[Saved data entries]
==*==

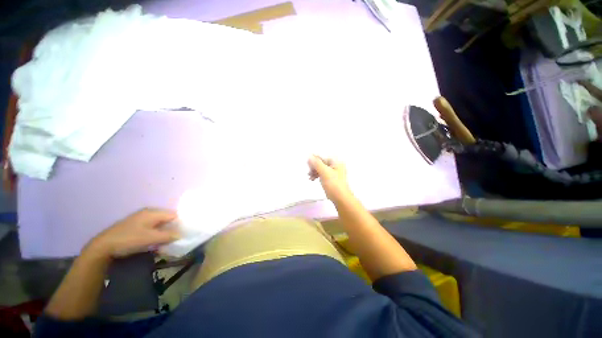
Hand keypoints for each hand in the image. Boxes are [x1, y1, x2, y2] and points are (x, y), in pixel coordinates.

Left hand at [85, 208, 179, 258]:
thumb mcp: (151, 238)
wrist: (103, 246)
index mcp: (153, 212)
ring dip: (165, 233)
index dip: (181, 223)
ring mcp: (141, 219)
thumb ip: (169, 236)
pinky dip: (157, 234)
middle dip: (173, 228)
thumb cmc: (129, 239)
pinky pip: (152, 228)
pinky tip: (156, 242)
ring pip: (160, 224)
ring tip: (168, 242)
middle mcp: (148, 213)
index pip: (174, 215)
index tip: (185, 233)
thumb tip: (182, 235)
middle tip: (177, 239)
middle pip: (167, 219)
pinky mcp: (136, 226)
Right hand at [307, 155, 352, 202]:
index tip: (307, 163)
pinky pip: (323, 174)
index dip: (314, 159)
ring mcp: (334, 172)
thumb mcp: (324, 172)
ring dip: (314, 171)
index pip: (323, 157)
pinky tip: (313, 179)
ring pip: (321, 168)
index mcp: (336, 162)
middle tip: (308, 172)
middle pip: (322, 162)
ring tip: (310, 177)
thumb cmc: (334, 184)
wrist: (341, 199)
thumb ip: (316, 163)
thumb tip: (309, 156)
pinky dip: (317, 175)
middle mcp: (336, 165)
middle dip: (314, 166)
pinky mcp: (332, 179)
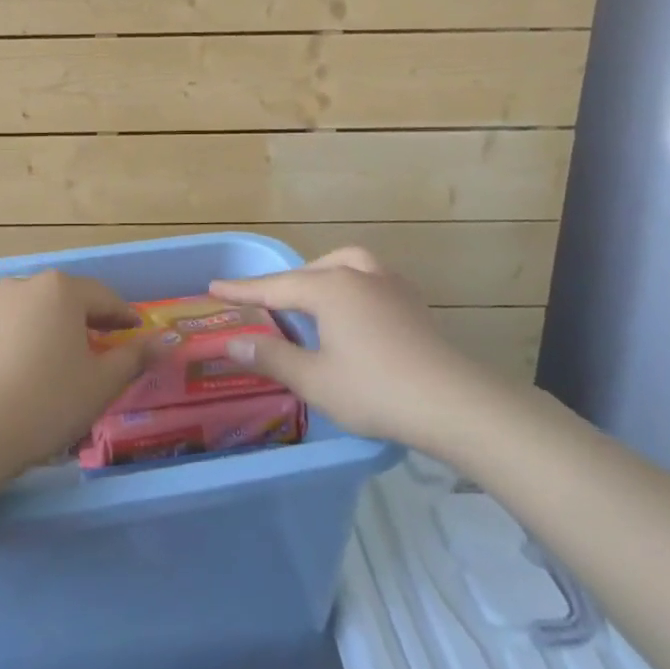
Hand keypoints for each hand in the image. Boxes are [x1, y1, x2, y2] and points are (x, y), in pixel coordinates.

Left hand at [0, 270, 150, 490]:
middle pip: (66, 296)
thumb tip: (168, 340)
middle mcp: (25, 285)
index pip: (104, 298)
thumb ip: (135, 358)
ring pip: (28, 301)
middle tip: (101, 344)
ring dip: (46, 317)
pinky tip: (2, 324)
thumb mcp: (101, 385)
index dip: (123, 316)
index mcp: (63, 291)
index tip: (136, 332)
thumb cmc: (46, 404)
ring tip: (55, 344)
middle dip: (86, 317)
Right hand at [210, 246, 520, 455]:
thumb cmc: (376, 390)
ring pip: (345, 265)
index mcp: (330, 289)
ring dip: (320, 275)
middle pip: (310, 271)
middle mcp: (359, 275)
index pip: (275, 287)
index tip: (213, 287)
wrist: (456, 403)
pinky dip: (348, 284)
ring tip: (308, 295)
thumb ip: (271, 358)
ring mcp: (391, 285)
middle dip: (282, 283)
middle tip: (261, 301)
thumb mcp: (314, 380)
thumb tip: (232, 343)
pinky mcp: (413, 303)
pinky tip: (351, 309)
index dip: (242, 290)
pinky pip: (369, 278)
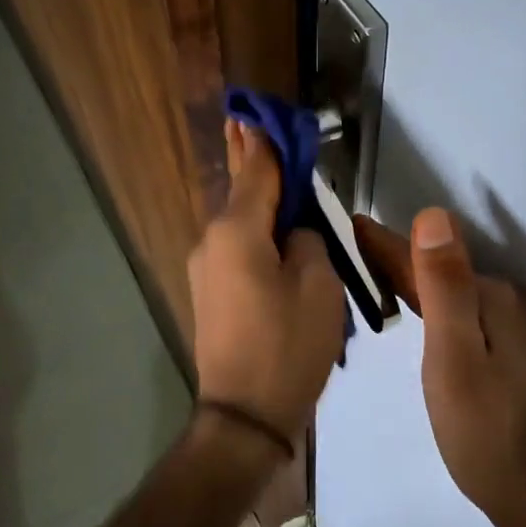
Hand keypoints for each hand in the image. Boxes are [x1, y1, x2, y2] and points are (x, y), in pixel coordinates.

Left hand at [189, 121, 347, 439]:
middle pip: (242, 194)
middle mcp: (211, 242)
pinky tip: (276, 235)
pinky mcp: (211, 296)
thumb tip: (296, 232)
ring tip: (280, 183)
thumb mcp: (319, 285)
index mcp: (237, 232)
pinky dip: (257, 236)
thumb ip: (309, 241)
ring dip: (261, 205)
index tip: (261, 110)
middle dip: (253, 161)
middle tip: (252, 124)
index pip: (257, 170)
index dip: (266, 140)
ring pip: (241, 225)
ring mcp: (206, 271)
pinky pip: (238, 252)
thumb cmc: (288, 346)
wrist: (245, 416)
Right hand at [354, 209, 525, 526]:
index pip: (429, 259)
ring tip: (373, 274)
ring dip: (415, 281)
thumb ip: (445, 287)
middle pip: (441, 272)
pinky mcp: (515, 354)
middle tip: (351, 249)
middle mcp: (511, 304)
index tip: (351, 225)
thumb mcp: (456, 358)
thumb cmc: (487, 434)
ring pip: (453, 294)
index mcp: (495, 298)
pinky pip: (465, 314)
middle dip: (398, 259)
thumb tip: (434, 215)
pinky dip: (435, 307)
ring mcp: (517, 330)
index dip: (386, 245)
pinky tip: (418, 313)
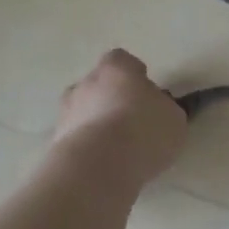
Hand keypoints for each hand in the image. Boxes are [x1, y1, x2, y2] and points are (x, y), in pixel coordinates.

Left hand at [51, 50, 186, 189]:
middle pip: (99, 85)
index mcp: (116, 68)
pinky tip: (102, 166)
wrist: (97, 168)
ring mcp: (66, 113)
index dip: (133, 75)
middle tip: (130, 123)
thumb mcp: (173, 118)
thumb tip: (160, 110)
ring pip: (83, 112)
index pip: (122, 60)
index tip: (144, 93)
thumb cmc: (142, 131)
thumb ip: (165, 109)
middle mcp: (86, 83)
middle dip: (111, 100)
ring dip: (96, 125)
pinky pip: (75, 140)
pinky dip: (87, 149)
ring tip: (115, 150)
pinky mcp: (55, 144)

==*==

* [Task description] Print every record above exactly, but no pictures.

* [Written answer]
Hand keypoints for each hand in the image. Boxes are [x1, y1, x2, y2] and points are (x, y), in pixel coordinates.

Left hand at [85, 208, 179, 258]:
thumb mcp: (151, 238)
wrist: (103, 246)
index mcp: (153, 212)
ring dip: (165, 233)
index dip: (181, 223)
ring mcp: (141, 219)
thumb ip: (169, 236)
pinky dip: (157, 234)
middle dip: (173, 228)
thumb cmc: (129, 239)
pinky pip: (152, 228)
pinky tip: (156, 242)
ring pip: (160, 224)
ring tip: (168, 242)
middle mcp: (148, 213)
index pip: (174, 215)
index tip: (185, 233)
thumb tip: (182, 235)
middle tip: (177, 239)
middle pip: (167, 219)
pinky mcp: (136, 226)
Right hand at [307, 155, 352, 202]:
index tip: (307, 163)
pinky pip: (323, 174)
index dip: (314, 159)
ring mcp: (334, 172)
thumb mcp: (324, 172)
ring dip: (314, 171)
index pip: (323, 157)
pinky tip: (313, 179)
ring pip: (321, 168)
index mcp: (336, 162)
middle tip: (308, 172)
middle pip: (322, 162)
ring tip: (310, 177)
thumb cmc: (334, 184)
wrist: (341, 199)
thumb ip: (316, 163)
thumb tip: (309, 156)
pinky dip: (317, 175)
middle mcp: (336, 165)
middle dip: (314, 166)
pinky mcp: (332, 179)
Hand keypoints for each hand in the image. Boxes are [x1, y1, x2, y2] and points are (x, y), in pixel coordinates.

Left hand at [0, 270, 150, 490]:
middle pip: (66, 296)
thumb tip: (168, 340)
middle mcp: (25, 285)
index pip: (104, 298)
thumb ip: (135, 358)
ring pip: (28, 301)
middle tip: (101, 344)
ring dip: (46, 317)
pinky tip: (2, 324)
thumb mcp: (101, 385)
index dip: (123, 316)
index mcp: (63, 291)
index tip: (136, 332)
thumb cmc: (46, 404)
ring tip: (55, 344)
middle dip: (86, 317)
Right hand at [210, 246, 520, 455]:
thumb cmc: (376, 390)
ring pip: (345, 265)
index mcp: (330, 289)
ring dip: (320, 275)
middle pip: (310, 271)
middle mcp: (359, 275)
index pip: (275, 287)
index tip: (213, 287)
wrist: (456, 403)
pinky dip: (348, 284)
ring tip: (308, 295)
thumb ip: (271, 358)
ring mcp: (391, 285)
middle dip: (282, 283)
middle tip: (261, 301)
thumb mcp: (314, 380)
thumb tip: (232, 343)
pinky mcp: (413, 303)
pinky tip: (351, 309)
index dip: (242, 290)
pinky pip: (369, 278)
Hand keypoints for each hand in the image. Boxes are [x1, y1, x2, y2] and points are (x, y), in pixel coordinates.

Left hand at [189, 121, 347, 439]:
middle pip: (242, 194)
middle mcp: (211, 242)
pinky tip: (276, 235)
pinky mcp: (211, 296)
thumb tip: (296, 232)
ring tip: (280, 183)
thumb mcp: (319, 285)
index mcp: (237, 232)
pinky dip: (257, 236)
thumb ip: (309, 241)
ring dip: (261, 205)
index tip: (261, 110)
middle dip: (253, 161)
middle tip: (252, 124)
index pip: (257, 170)
index dip: (266, 140)
ring pip: (241, 225)
ring mcp: (206, 271)
pinky pip: (238, 252)
thumb cmc: (288, 346)
wrist: (245, 416)
Right hand at [354, 209, 525, 526]:
index pip: (429, 259)
ring tip: (373, 274)
ring dip: (415, 281)
thumb ip: (445, 287)
middle pip: (441, 272)
pinky mcp: (515, 354)
middle tip: (351, 249)
middle mcp: (511, 304)
index tip: (351, 225)
thumb mcp: (456, 358)
thumb cmc: (487, 434)
ring pip: (453, 294)
index mcp: (495, 298)
pinky pip: (465, 314)
middle dip: (398, 259)
thumb tip: (434, 215)
pinky dip: (435, 307)
ring mcp: (517, 330)
index dip: (386, 245)
pinky tip: (418, 313)
Hand keypoints for each hand in the image. Boxes are [x1, y1, x2, y2] and points are (x, y), in pixel coordinates.

Left hand at [51, 50, 186, 189]:
middle pip: (99, 85)
index mcp: (116, 68)
pinky tip: (102, 166)
wrist: (97, 168)
ring mcp: (66, 113)
index dip: (133, 75)
middle tip: (130, 123)
thumb mcp: (173, 118)
thumb tip: (160, 110)
ring pip: (83, 112)
index pip: (122, 60)
index tip: (144, 93)
thumb cmc: (142, 131)
thumb ip: (165, 109)
middle mcp: (86, 83)
middle dip: (111, 100)
ring dip: (96, 125)
pinky pip: (75, 140)
pinky dip: (87, 149)
ring tip: (115, 150)
pinky mcp: (55, 144)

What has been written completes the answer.